Phillips make a light strip kit... I used two of them on my 80" TV - They are rather expensive for what you get but work well wirelessly using an app on your phone. I think they make a Phillips Light Strip starter kits which had two 6' light strips and the bridge you need to get started. The Phillips kit are nice if you want to add other hue lights to cans and/or lamps all controlled by the phone app. If you are only wanting to do just the tv and no other colored lights you can get LED strips kit off Ebay for a fraction of the cost.


----------



## MOTILAC

Bloom is perfect for this.
It emits a soft glow of light instead of pinpoint sharp LED style lighting that shows even in indirect splashing.
Obviously if your TV is hung, the LED strip is what you need, but if you can hide a bloom, it's perfect for this application.


----------



## narphenal

I currently use Three of the Friends of Hue lightstrips on my 70" Sony. I love the realm of control through the smartphone app, and the ability to dial in the color based on what I am watching.( I do not typically run them this bright, this is for photo purposes; that pesky HDMI cable is gone as well, these pictures are all old). I also have it setup with my Harmony Home remote so the lightstrips will actually come on with everything else. Works really well.


----------



## MOTILAC

Very cool


----------



## Bysh

I have 2 Bloom Lights behind my television and one lightstrip under the sideboard where the TV stands on. Can confirm that this looks pretty bad ass


----------



## christiannyny

I have the light strip on the back of my tv and it works great. You can also use apps on your phone to make the lights change color as the colors change on your TV. I use an app called Huey on Android and the Ambient app on iOS-Ive found Huey to be more flexible with its settings, and Ambient to have a faster screen change to color change reaction time.


----------



## drusierdmd

Or you could buy an RGBW (I recommend the warm white add on SMDs) 5m kit on amazon for ~$20. They include an IR controller but I had my harmony ultimate learn the codes and added them activities. They turn on when you start and activity and turn off along with everything else with one button press. My lutron controlled IR overhead recessed lights operate in a similar fashion. If you have any questions let me know.


----------



## Scrills

Im new to the forum but im trying to put 3 strips behind my 73" tv but i placed 1 strip under the tv facing downward but im thinking i should face the strips backward toward the wall. Any advice?


----------



## J_Ruff

Scrills said:


> Im new to the forum but im trying to put 3 strips behind my 73" tv but i placed 1 strip under the tv facing downward but im thinking i should face the strips backward toward the wall. Any advice?

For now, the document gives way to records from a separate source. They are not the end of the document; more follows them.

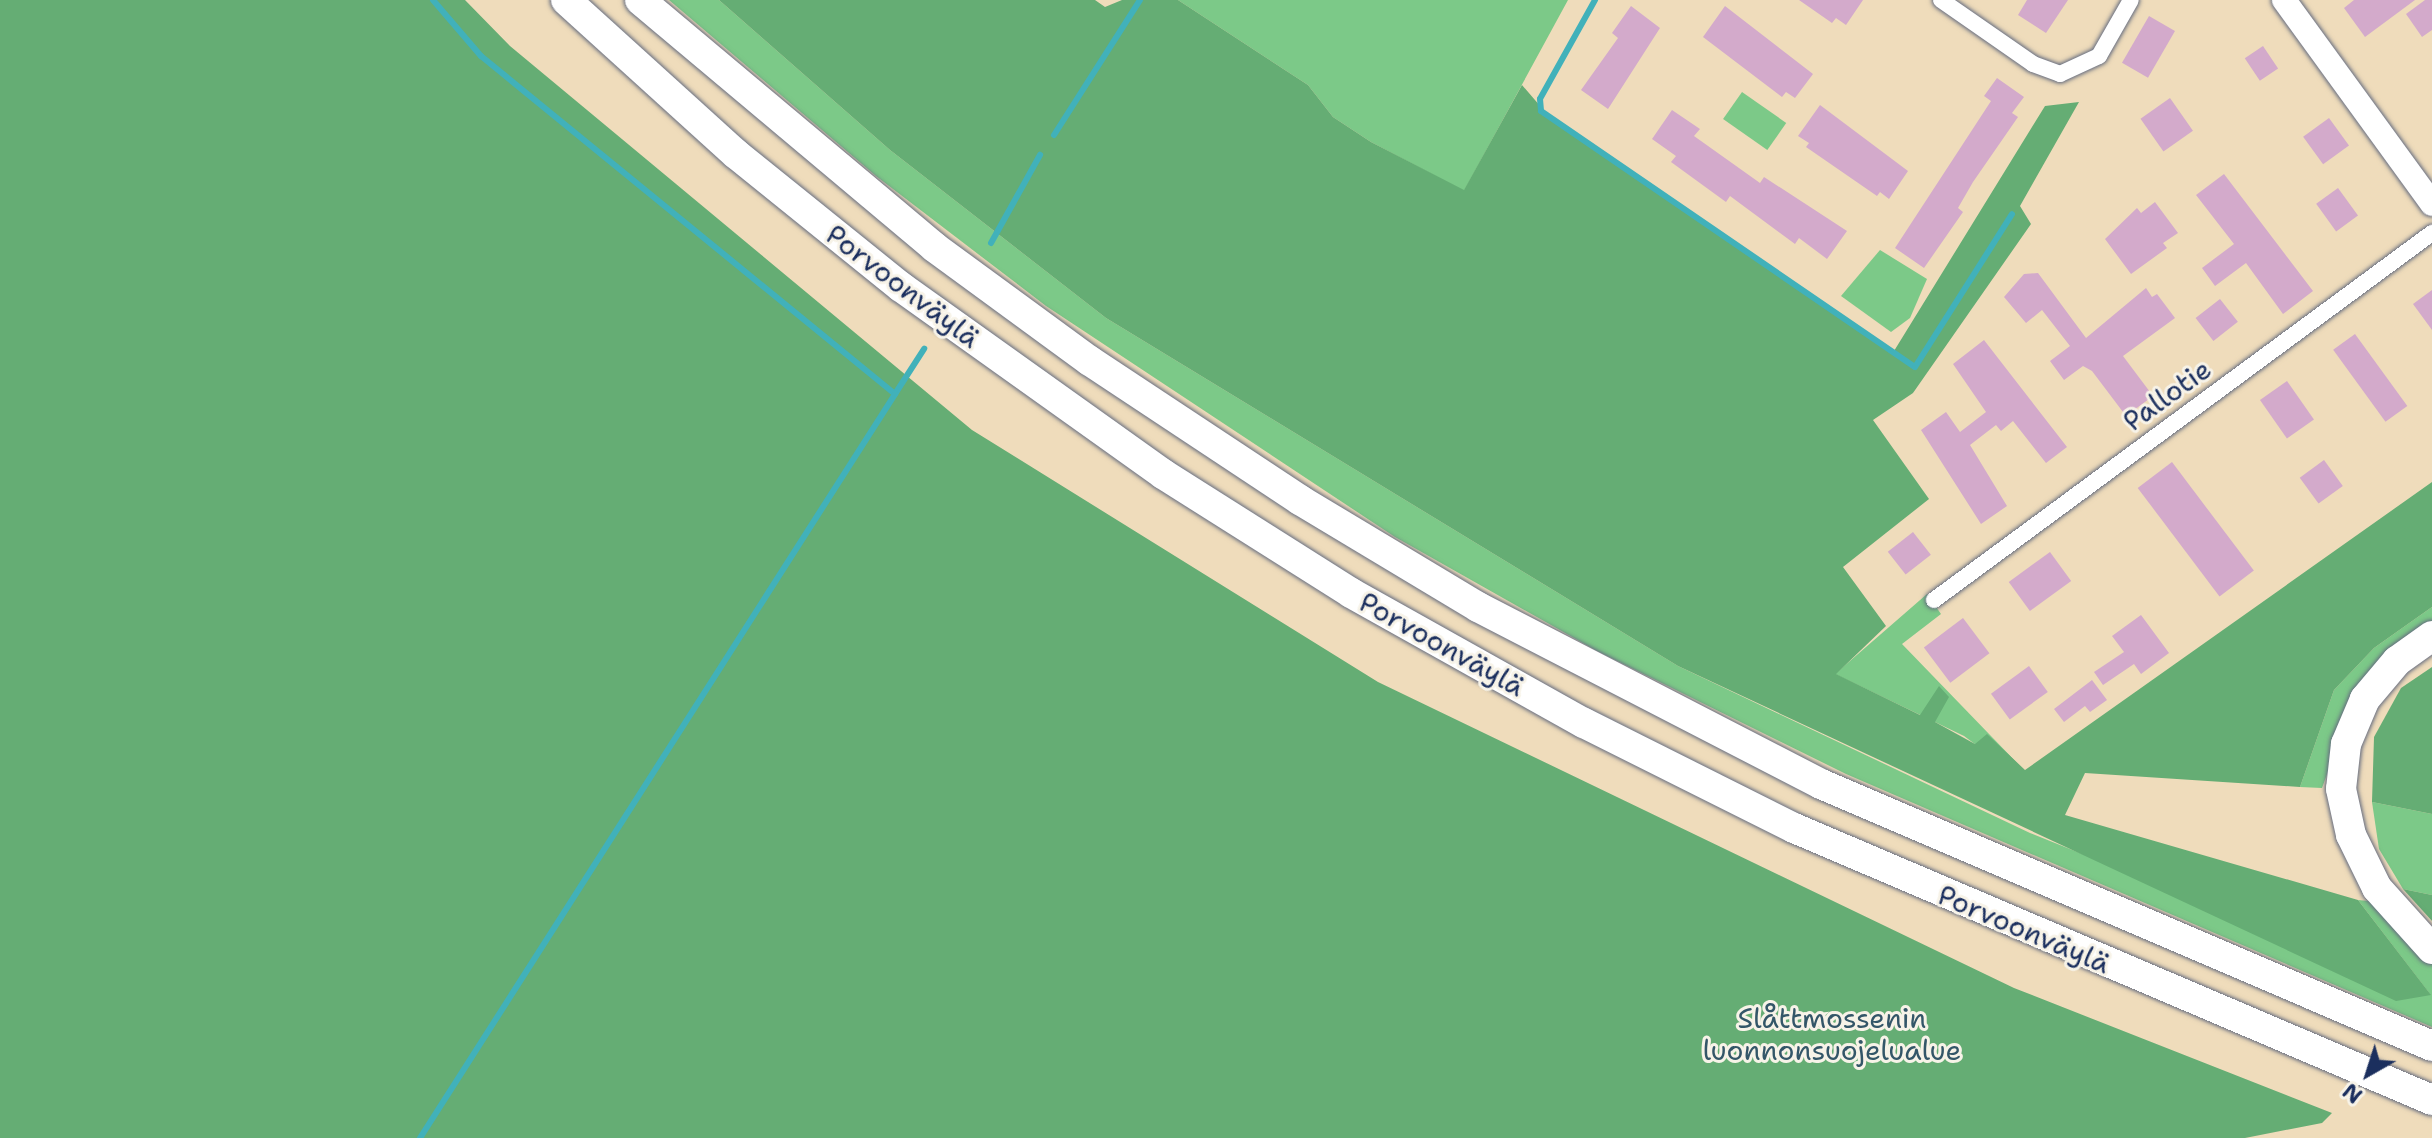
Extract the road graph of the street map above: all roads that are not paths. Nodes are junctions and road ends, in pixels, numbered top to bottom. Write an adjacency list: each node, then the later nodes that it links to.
1 (566, 0): 12 (highway, Porvoonväylä)
2 (640, 0): 11 (highway, Porvoonväylä)
3 (1941, 0): 4 (street)
4 (2131, 0)
5 (2284, 0): 6 (main road)
6 (2432, 204)
7 (2432, 233): 8 (street, Pallotie)
8 (1934, 600)
9 (2432, 636): 10 (highway)
10 (2432, 949)
11 (2432, 1046)
12 (2432, 1100)

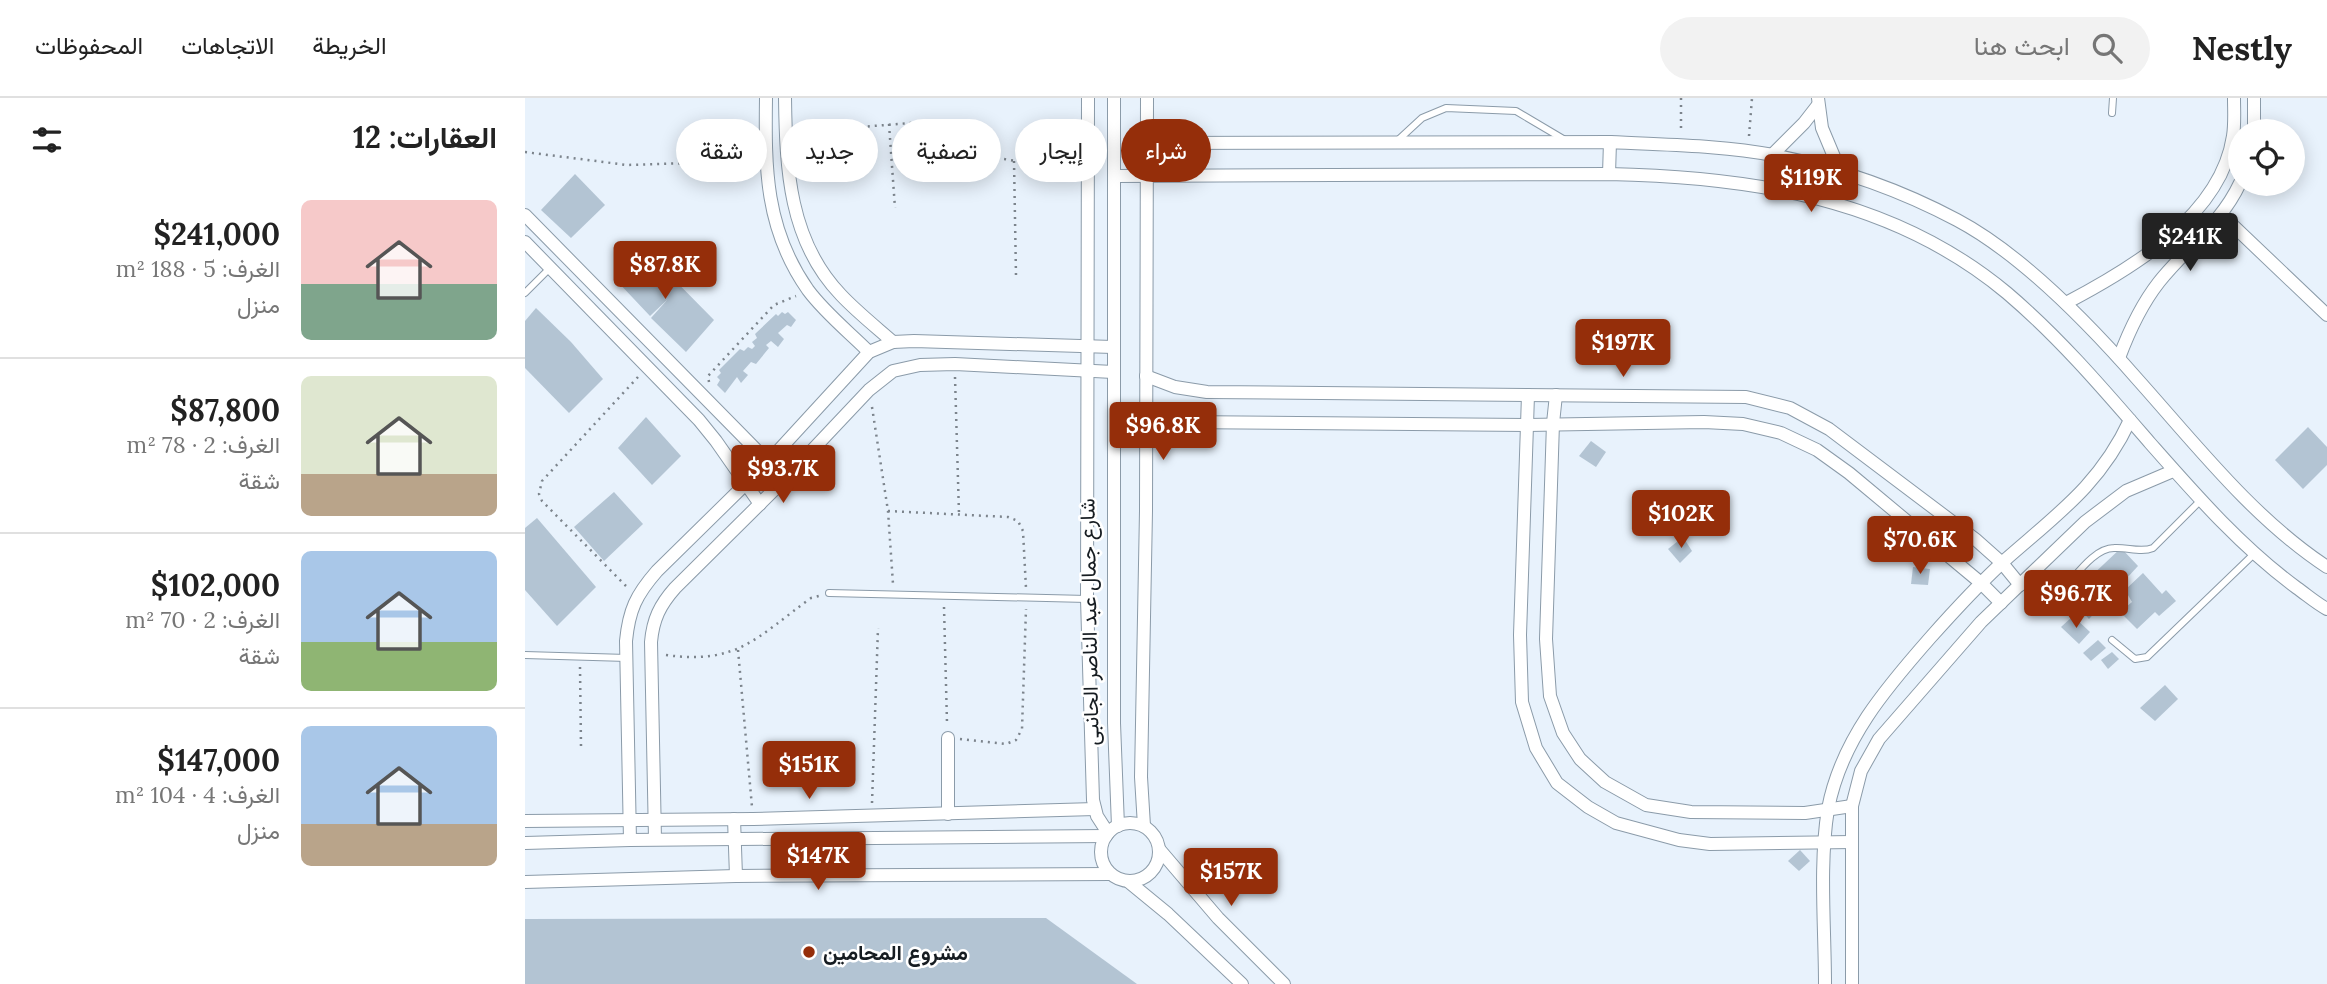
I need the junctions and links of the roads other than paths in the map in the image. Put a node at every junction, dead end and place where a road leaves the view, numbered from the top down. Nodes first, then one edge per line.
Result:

How does everyone mount these? I picked up a few lightsrtip kits. and I want to attach to my 65. Right now I have the blooms placed behind the set. But want to move those elsewhere in the room.

I assume they had to be placed facing down, up, etc. But should they just be facing the wall?


----------



## notek

Facing the wall. Wall will diffuse the light so you should get the result like in the pictures above.


----------



## jonespjm

narphenal said:


> I currently use Three of the Friends of Hue lightstrips on my 70" Sony. I love the realm of control through the smartphone app, and the ability to dial in the color based on what I am watching.( I do not typically run them this bright, this is for photo purposes; that pesky HDMI cable is gone as well, these pictures are all old). I also have it setup with my Harmony Home remote so the lightstrips will actually come on with everything else. Works really well.


Very cool, exactly what I am looking to do. How did you get them to bend? Or did you cut them? Any chance of a photo showing the back of the TV?


----------



## mdsjedi44

Not sure if anyone still frequents this forum, but how would I be able to tell if the light strip is at the 6500k reference quality for white light?


----------



## hoopitz

Never thought I'd want to put strips behind my TV, but this is seriously cool. May have to pick some up...


----------